* Surveying for oil to become more profitable - CEO
* “Incredibly positive” outlook, says analyst
* Q4 EBITDA $145 mln vs forecast $126 mln
* 2012 EBITDA seen up 22-31 pct despite weak Q1
* Shares up 9 percent (Adds CEO quotes, analyst, details, background, shares)
By Walter Gibbs and Henrik Stolen
OSLO, Feb 20 (Reuters) - A jump in spending by oil companies looking for new reserves is set to create a surge in demand, and higher prices, for Norway’s Petroleum Geo-Services , whose technologies are used to find oil, it said on Monday.
Offshore survey demand has reached levels last seen in 2007, before the finance crisis and then BP’s 2010 Deepwater Horizon blowout in the U.S. Gulf of Mexico caused demand to plunge, PGS Chief Executive Jon Erik Reinhardsen said.
“We see bidding activity increasing sharply,” he told reporters and analysts.
Top oil companies like BP, Royal Dutch Shell and Total have announced big increases in capital spending in recent weeks as they step up the hunt for new reserves.
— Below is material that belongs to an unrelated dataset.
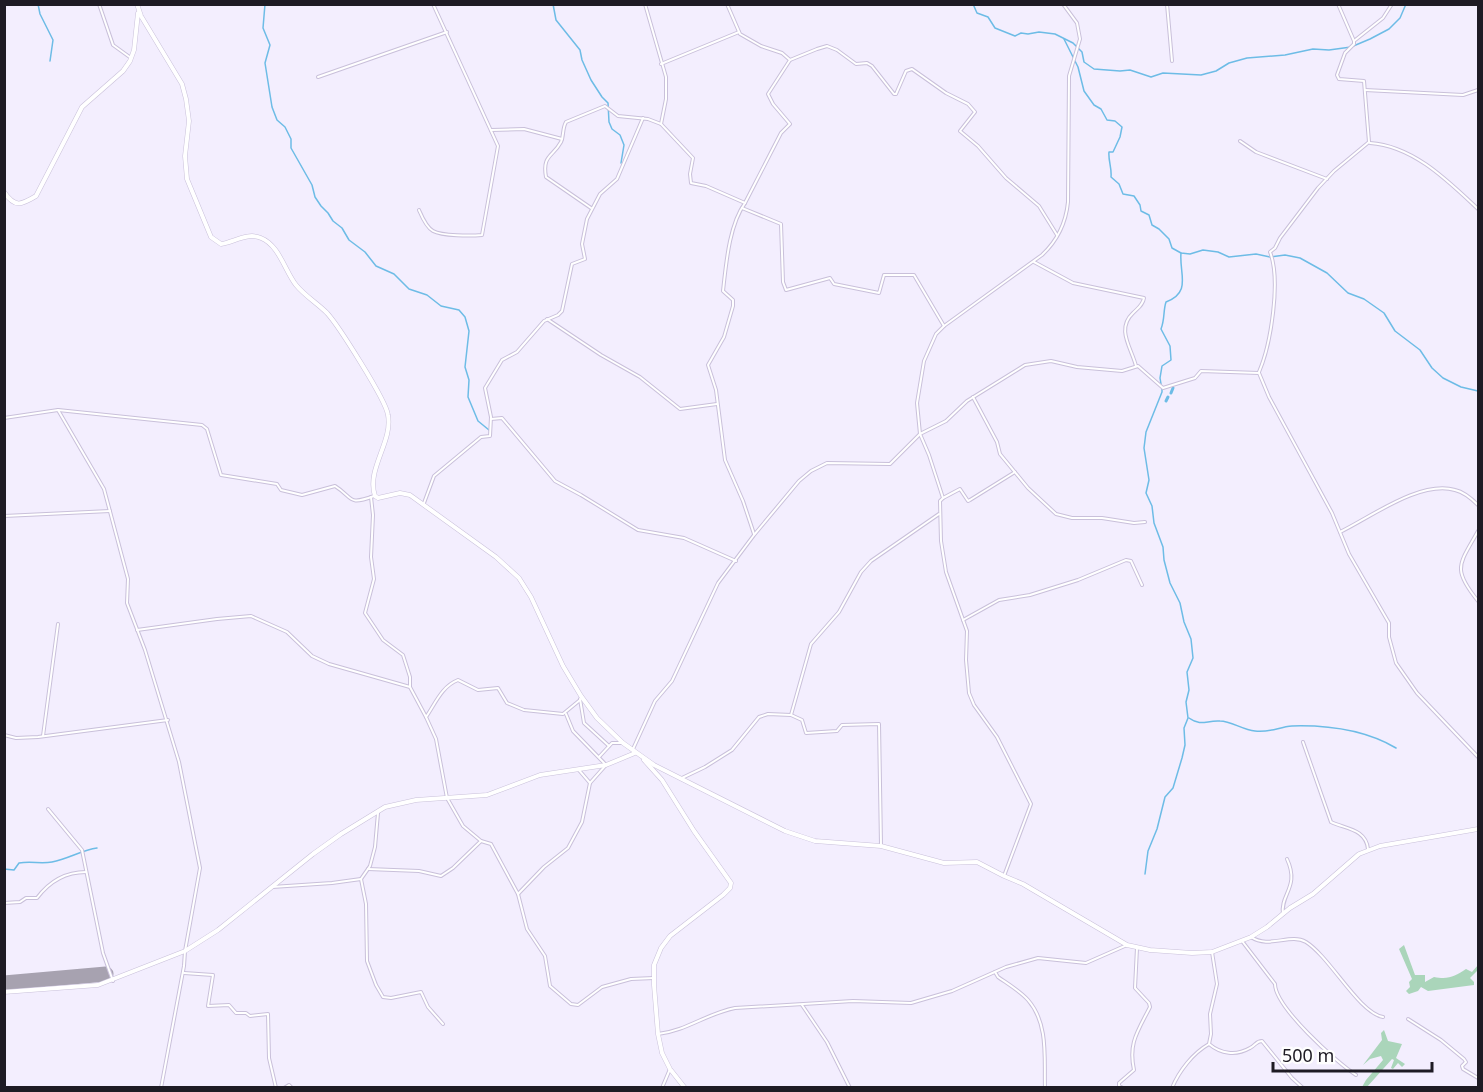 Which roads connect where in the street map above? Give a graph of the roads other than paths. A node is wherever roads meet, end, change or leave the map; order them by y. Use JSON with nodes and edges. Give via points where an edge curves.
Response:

Industry experts who project a 10-percent rise in exploraton-and-production spending by oil companies in 2012 may be positively surprised, Reinhardsen said.
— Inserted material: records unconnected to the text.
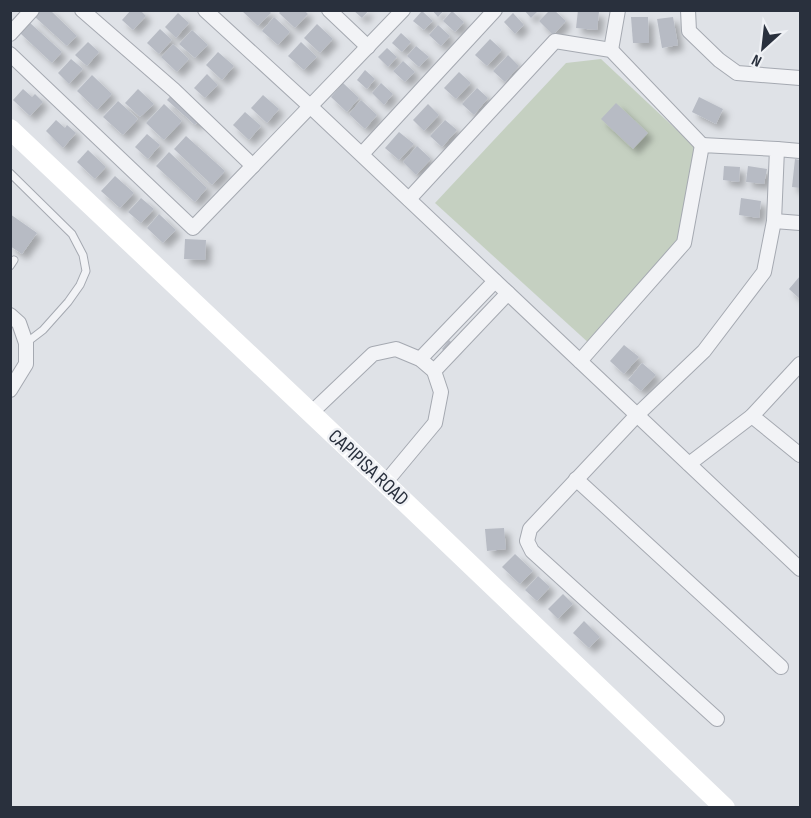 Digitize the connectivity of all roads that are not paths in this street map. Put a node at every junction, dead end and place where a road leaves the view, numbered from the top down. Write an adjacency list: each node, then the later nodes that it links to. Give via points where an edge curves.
1 (32, 10): 9 (street)
2 (82, 10): 20 (street)
3 (205, 10): 14 (street)
4 (329, 10): 10 (street)
5 (404, 10): 10 (street)
6 (495, 10): 19 (street)
7 (618, 10): 11 (street)
8 (688, 10): 13 (street, via 689,31 737,73)
9 (10, 34)
10 (368, 47): 14 (street)
11 (611, 50): 16 (street); 22 (street, via 555,41)
12 (10, 54): 20 (street, via 193,228)
13 (801, 78)
14 (311, 106): 19 (street); 20 (street)
15 (10, 129): 34 (main road, CAPIPISA ROAD)
16 (702, 144): 17 (street); 30 (street, via 684,243)
17 (777, 149): 18 (street); 23 (street)
18 (801, 151)
19 (362, 154): 22 (street)
20 (253, 166)
21 (10, 173): 28 (lane, via 72,234 86,271 68,302)
22 (409, 199): 25 (street)
23 (774, 221): 24 (street); 35 (street, via 764,272 704,351)
24 (801, 223)
25 (495, 281): 26 (street); 29 (street)
26 (508, 293): 30 (street); 32 (street)
27 (10, 315): 28 (street, via 19,323)
28 (26, 343): 33 (street, via 26,364)
29 (420, 359): 32 (street); 34 (street, via 396,349 373,354)
30 (580, 361): 35 (street)
31 (801, 364): 36 (street)
32 (434, 371): 40 (street, via 441,392 435,423)
33 (10, 390)
34 (311, 413): 40 (main road, CAPIPISA ROAD)
35 (637, 415): 38 (street); 39 (street)
36 (752, 416): 37 (street); 38 (street)
37 (801, 455)
38 (689, 464): 41 (street)
39 (576, 479): 42 (street); 43 (street, via 530,529 527,541 531,551)
40 (386, 483): 44 (main road, CAPIPISA ROAD)
41 (801, 569)
42 (780, 667)
43 (717, 719)
44 (725, 807)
“We have seen companies upping their spending estimates even further,” he said, noting by comparison that global seismic survey capacity was to grow six percent in both 2012 and 2013.
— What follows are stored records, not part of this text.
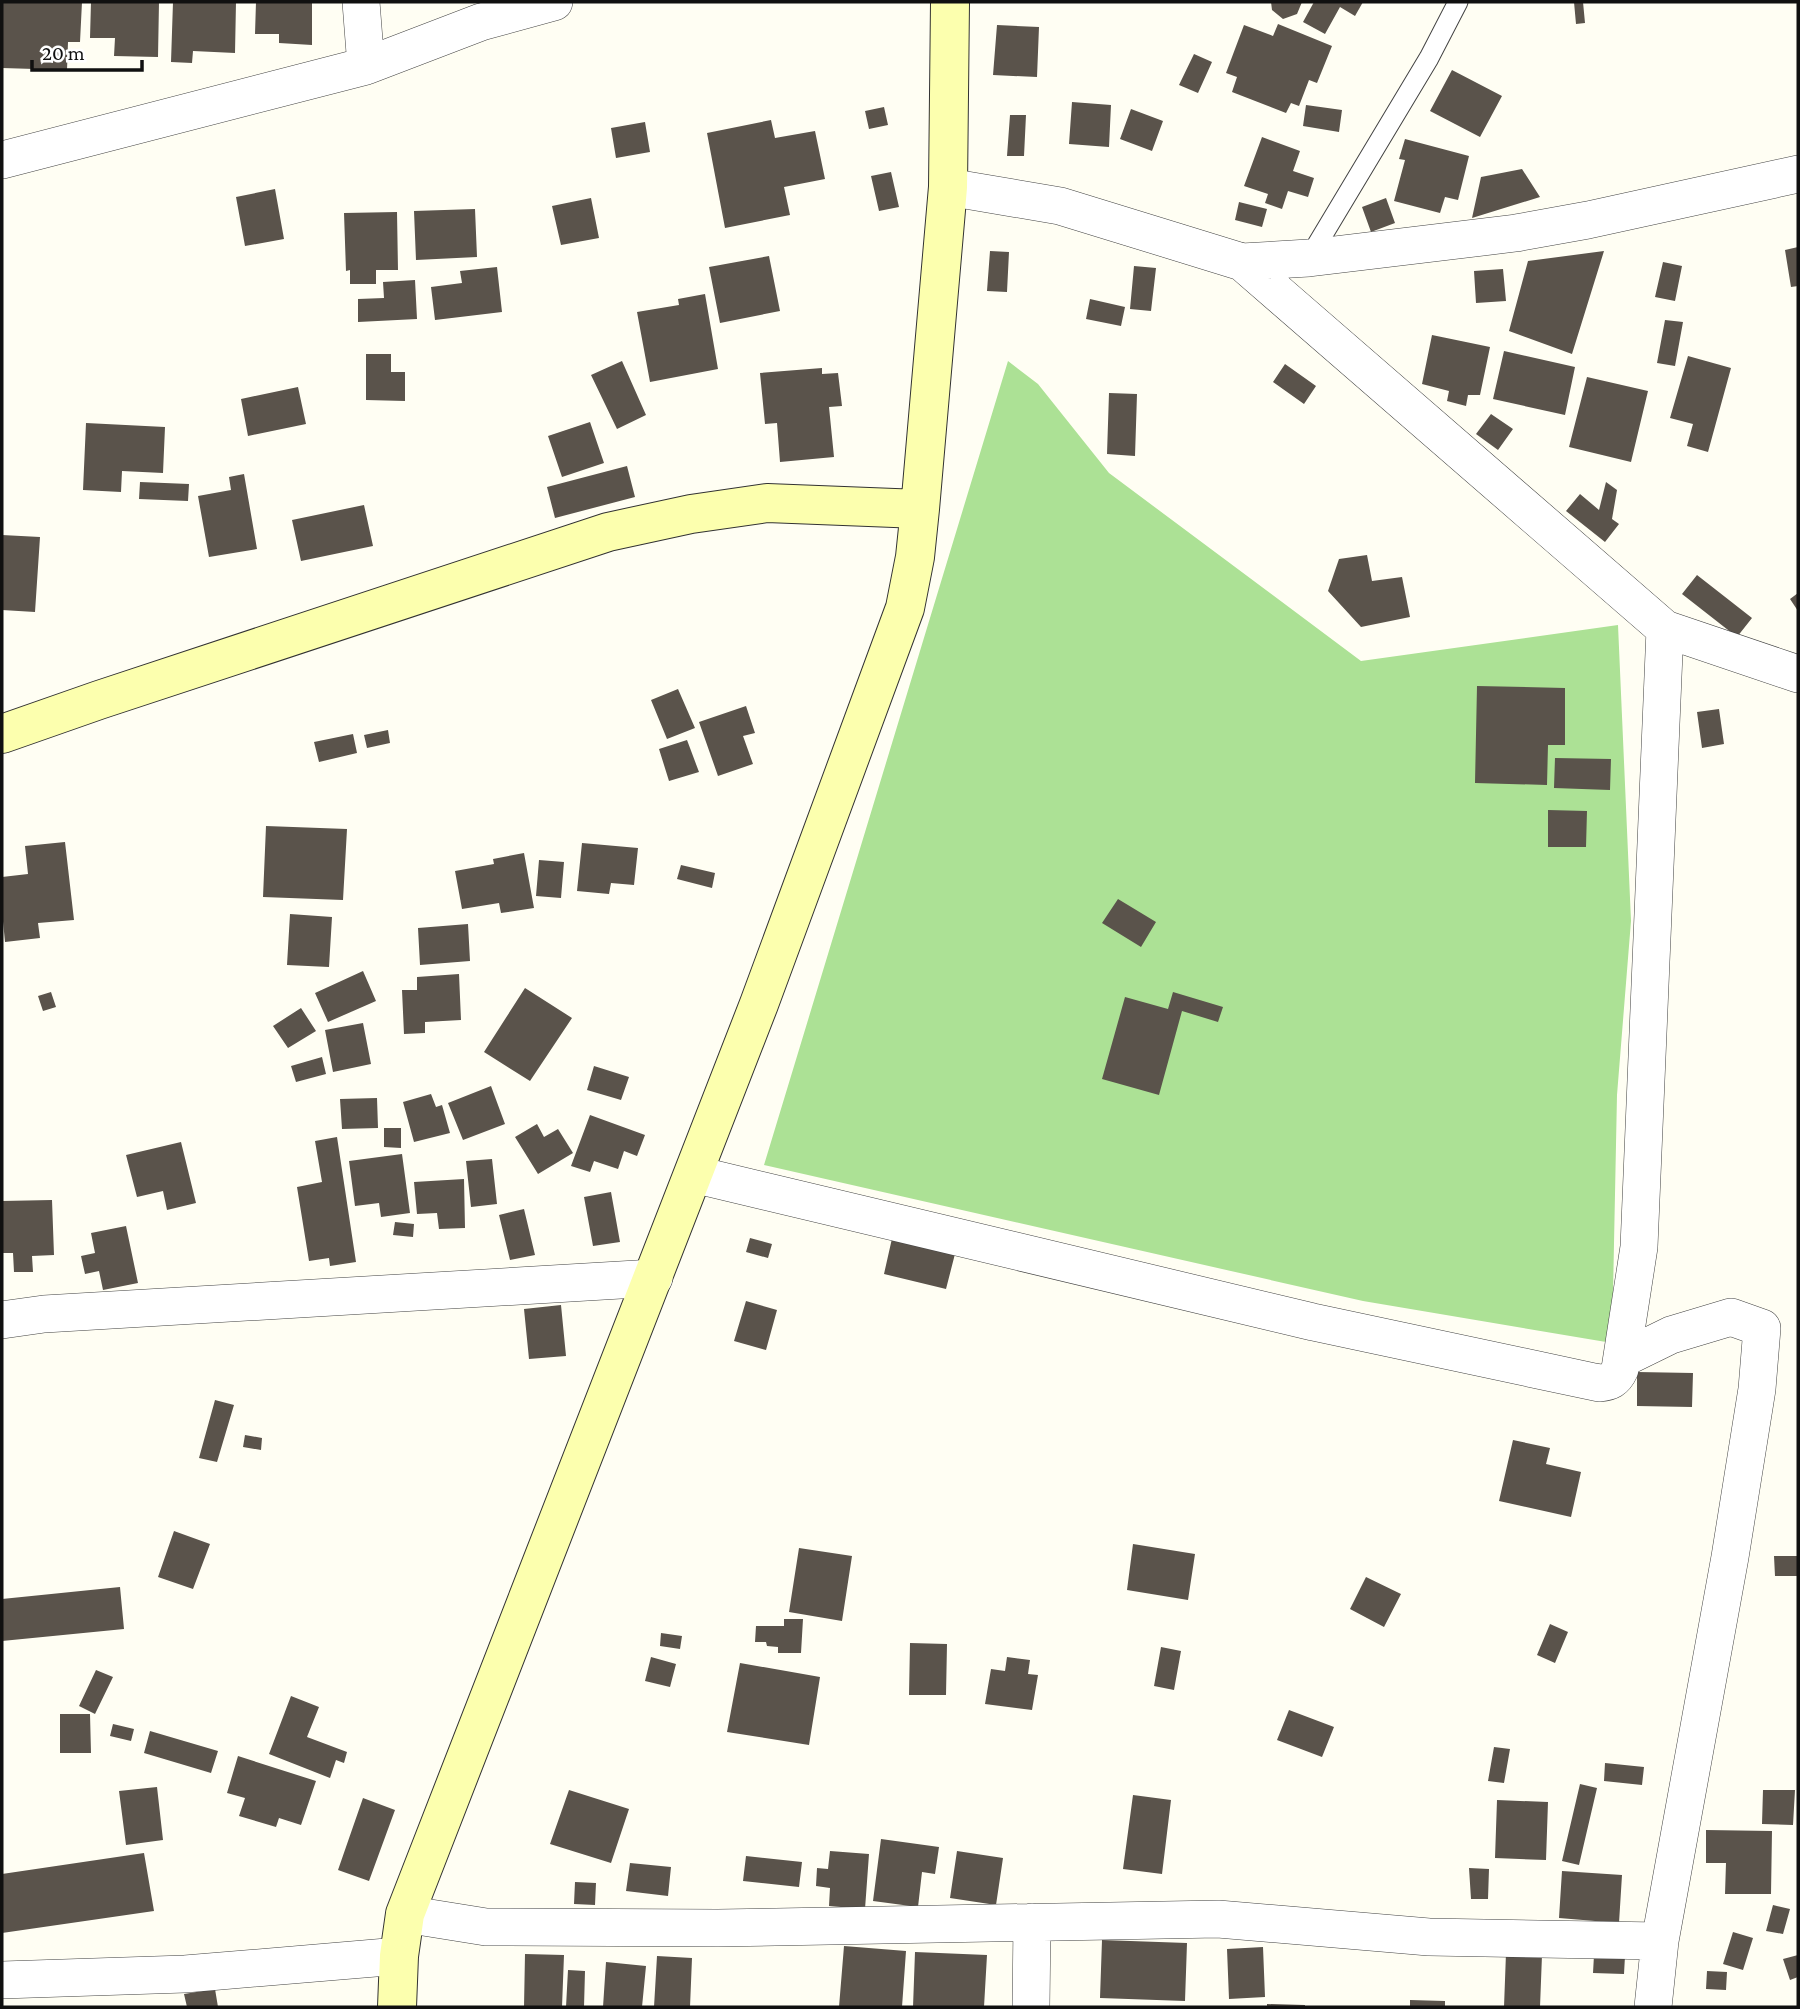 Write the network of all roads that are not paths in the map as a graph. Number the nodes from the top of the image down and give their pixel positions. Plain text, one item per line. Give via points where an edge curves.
1 (361, 2) edge
2 (554, 2) edge
3 (950, 2) edge
4 (1458, 2) edge
5 (366, 66) junction
6 (2, 160) edge
7 (1798, 174) edge
8 (948, 187) junction
9 (1309, 258) junction
10 (1242, 262) junction
11 (920, 509) junction
12 (1665, 629) junction
13 (1798, 674) edge
14 (2, 734) edge
15 (693, 1174) junction
16 (654, 1279) junction
17 (2, 1320) edge
18 (1622, 1359) junction
19 (405, 1914) junction
20 (1032, 1923) junction
21 (1660, 1941) junction
22 (398, 1956) junction
23 (2, 1980) edge
24 (397, 2007) edge
25 (1031, 2007) edge
26 (1653, 2007) edge

1 - 5 street
2 - 5 street via 481,22
3 - 8 street
4 - 9 lane
5 - 6 street
7 - 9 street via 1516,233
8 - 10 street via 1060,206
8 - 11 street
9 - 10 street
10 - 12 street
11 - 14 street via 767,503 608,532
11 - 15 street via 905,608
12 - 13 street
12 - 18 street via 1639,1247
15 - 16 street
15 - 18 street via 1313,1322 1599,1384 1616,1378
16 - 17 street
16 - 19 street
18 - 21 street via 1671,1335 1731,1317 1762,1328 1730,1557
19 - 20 street via 486,1927
19 - 22 street
20 - 21 street via 1218,1919 1429,1937
20 - 25 street
21 - 26 street
22 - 23 street via 185,1974
22 - 24 street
At 1145 GMT, PGS’s shares were up 9 percent at 87.5 crowns, a six-month high, after rising from 53.75 crowns on Dec. 15.
Shares in the sector have run up, sparked by a bullish view of 2012 that PGS unveiled on Dec. 16 and subsequent positive comments from Schlumberger’s WesternGeco unit and TGS of Norway.
“This is incredibly positive,” said Fondsfinans analyst Paal Dahl. “I don’t think PGS has been so positive about market prospects in the past three or four years.”
The bullish outlook came as PGS, whose ship crews bounce sound waves off the seabed in a search for oil and gas reservoirs, posted surprisingly strong fourth-quarter results.
Earnings before interest, taxes, depreciation and amortisation (EBITDA) came to $145 million in the quarter, while analysts in a Reuters poll had forecast an average $126 million after PGS lowered guidance in December.
That brought EBITDA for all of 2011 to $534.8 million, producing an EBIT margin of 11 percent. The company reiterated its guidance for 2012 EBITDA of $650-700 million, with an EBIT margin of between 10 and 15 percent.
PGS has traditionally specialised in conducting seismic surveys on exclusive contracts, but vessel oversupply has pushed PGS toward multi-client sales in recent quarters - a profitable change of tactic, it said.
“Strong Q4 multi-client late sales revenues offset the weak utilization and productivity for marine contract work in the quarter,” Reinhardsen said.
“Late sales revenues in 2011 were by far the best in PGS’ history.”
He said 2012 has opened weakly, as forecast, due to price pressure, idle vessels and fleet repositioning. But a demand surge would soon begin to change that, he said, especially in PGS’s higher-margin contract business.
“There will be a shortness for capacity for the northern areas this summer and we see that in the pricing,” he said, referring to the North Sea and the Barents Sea, where a series of discoveries has buoyed optimism, as well as Greenland.
Demand was also expected to take off in Angolan waters and the U.S. Gulf of Mexico, where the Obama administration has resumed lease sales after a pause to recover from the Deepwater Horizon accident.
France’s CGG Veritas reports March 1.